Suw has a great post on social software, failure, and success over at Strange Attractor.

She was riffing on something from the cognitive surplus talk -- "The normal case of social software is still failure; most of these experiments don't pan out" -- and she goes into why most businesses still don't understand failure modes in social software, and how important sheer pigheadedness on the part of the founders can be in driving the successes:

Every now and again I'll be talking to a client or a journalist or some random person at a conference, and they'll ask me if I think that social software is a fad. Invariably they'll have anecdotal evidence of some company, somewhere, who tried to start up blogs or a wiki inside their business, and it failed. That, they say, is proof that social software has nothing to offer business, and that if we give it a few more years it will just go away. Quod erat demonstrandum.

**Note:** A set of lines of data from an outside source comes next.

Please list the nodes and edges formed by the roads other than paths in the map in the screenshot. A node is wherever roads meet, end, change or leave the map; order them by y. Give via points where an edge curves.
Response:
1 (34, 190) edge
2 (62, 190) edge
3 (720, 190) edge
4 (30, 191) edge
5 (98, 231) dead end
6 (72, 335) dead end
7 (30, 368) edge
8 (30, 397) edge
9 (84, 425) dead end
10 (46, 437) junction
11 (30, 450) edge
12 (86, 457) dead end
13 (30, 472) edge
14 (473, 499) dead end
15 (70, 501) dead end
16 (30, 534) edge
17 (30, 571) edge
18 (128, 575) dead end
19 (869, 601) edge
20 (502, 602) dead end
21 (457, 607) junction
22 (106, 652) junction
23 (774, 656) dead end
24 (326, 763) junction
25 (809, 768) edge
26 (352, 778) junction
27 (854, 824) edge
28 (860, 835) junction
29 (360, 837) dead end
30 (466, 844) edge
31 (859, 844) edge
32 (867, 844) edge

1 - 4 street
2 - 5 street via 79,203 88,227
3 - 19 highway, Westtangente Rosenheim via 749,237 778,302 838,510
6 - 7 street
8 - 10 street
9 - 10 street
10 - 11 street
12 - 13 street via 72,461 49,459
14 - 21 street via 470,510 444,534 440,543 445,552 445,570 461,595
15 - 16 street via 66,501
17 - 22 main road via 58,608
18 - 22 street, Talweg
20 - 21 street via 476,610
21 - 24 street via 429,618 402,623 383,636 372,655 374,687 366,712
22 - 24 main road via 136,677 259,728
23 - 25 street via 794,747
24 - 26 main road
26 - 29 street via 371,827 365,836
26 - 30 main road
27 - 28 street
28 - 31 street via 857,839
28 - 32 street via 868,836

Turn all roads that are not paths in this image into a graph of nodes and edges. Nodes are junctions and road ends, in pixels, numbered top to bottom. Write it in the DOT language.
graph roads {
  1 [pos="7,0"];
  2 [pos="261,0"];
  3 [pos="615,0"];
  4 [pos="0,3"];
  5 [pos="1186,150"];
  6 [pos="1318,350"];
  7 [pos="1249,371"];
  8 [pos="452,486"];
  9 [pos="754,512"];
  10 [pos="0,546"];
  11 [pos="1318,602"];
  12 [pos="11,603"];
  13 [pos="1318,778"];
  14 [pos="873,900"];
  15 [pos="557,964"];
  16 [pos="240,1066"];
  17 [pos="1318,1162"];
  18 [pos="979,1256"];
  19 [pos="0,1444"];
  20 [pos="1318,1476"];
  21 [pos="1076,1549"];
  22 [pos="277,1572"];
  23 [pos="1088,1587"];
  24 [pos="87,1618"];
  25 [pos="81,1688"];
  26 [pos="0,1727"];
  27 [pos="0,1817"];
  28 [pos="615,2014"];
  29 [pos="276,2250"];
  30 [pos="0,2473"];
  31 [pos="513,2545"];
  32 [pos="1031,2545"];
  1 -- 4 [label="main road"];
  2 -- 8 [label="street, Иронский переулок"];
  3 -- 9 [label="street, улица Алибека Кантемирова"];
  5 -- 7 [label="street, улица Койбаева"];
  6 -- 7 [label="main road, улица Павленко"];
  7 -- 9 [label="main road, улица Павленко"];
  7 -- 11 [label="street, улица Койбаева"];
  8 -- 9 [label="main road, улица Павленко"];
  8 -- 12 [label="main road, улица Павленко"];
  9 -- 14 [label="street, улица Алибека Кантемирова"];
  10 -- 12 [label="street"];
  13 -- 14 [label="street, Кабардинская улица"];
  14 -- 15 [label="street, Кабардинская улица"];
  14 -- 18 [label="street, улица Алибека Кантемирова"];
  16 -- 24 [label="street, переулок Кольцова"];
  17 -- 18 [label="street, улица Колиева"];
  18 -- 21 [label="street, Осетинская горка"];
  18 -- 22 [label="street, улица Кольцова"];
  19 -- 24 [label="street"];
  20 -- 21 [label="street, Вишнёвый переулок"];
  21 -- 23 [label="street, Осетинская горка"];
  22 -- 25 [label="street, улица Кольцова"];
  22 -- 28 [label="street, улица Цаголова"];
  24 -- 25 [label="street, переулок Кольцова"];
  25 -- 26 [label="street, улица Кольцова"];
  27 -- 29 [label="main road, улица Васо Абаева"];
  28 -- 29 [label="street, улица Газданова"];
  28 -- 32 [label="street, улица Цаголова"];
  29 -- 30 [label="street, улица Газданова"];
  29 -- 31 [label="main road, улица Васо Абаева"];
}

The problem with this interpretation is that these failures - which are common, but largely unexamined and unpublished because no one likes to admit they failed - are part and parcel of the process of negotiating how we can use these new tools in business. They are inevitable and, were they discussed in public, I'd even call them necessary as they would allow us to learn what does and doesn't work. Sadly, we don't often get a glimpse inside failed projects so we end up making the same mistakes over and over until someone, somewhere sees enough bits of the jigsaw to start putting them together.

Read the whole thing.

Jay Rosen, a founder of OffTheBus, has written a great piece on how Obama's "bitter" comments got picked up by a citizen journalist, Mayhill Fowler, a 61 year old Obama donor who was at the West Coast fundraiser and heard those comments:

We're in uncharted territory here. Descriptor languages missing. People get mad when they don't know what to call things. Mad or daft. Like when Mike Allen of the Politico, listing 12 reasons 'bitter' is bad for Obama, couldn't even find the word "website" to describe the Huffington Post. It became "a liberally oriented organization that was Obama's outlet of choice when he wanted to release a personal statement distancing himself from some comments by the Rev. Wright." Sounds like some 527 group.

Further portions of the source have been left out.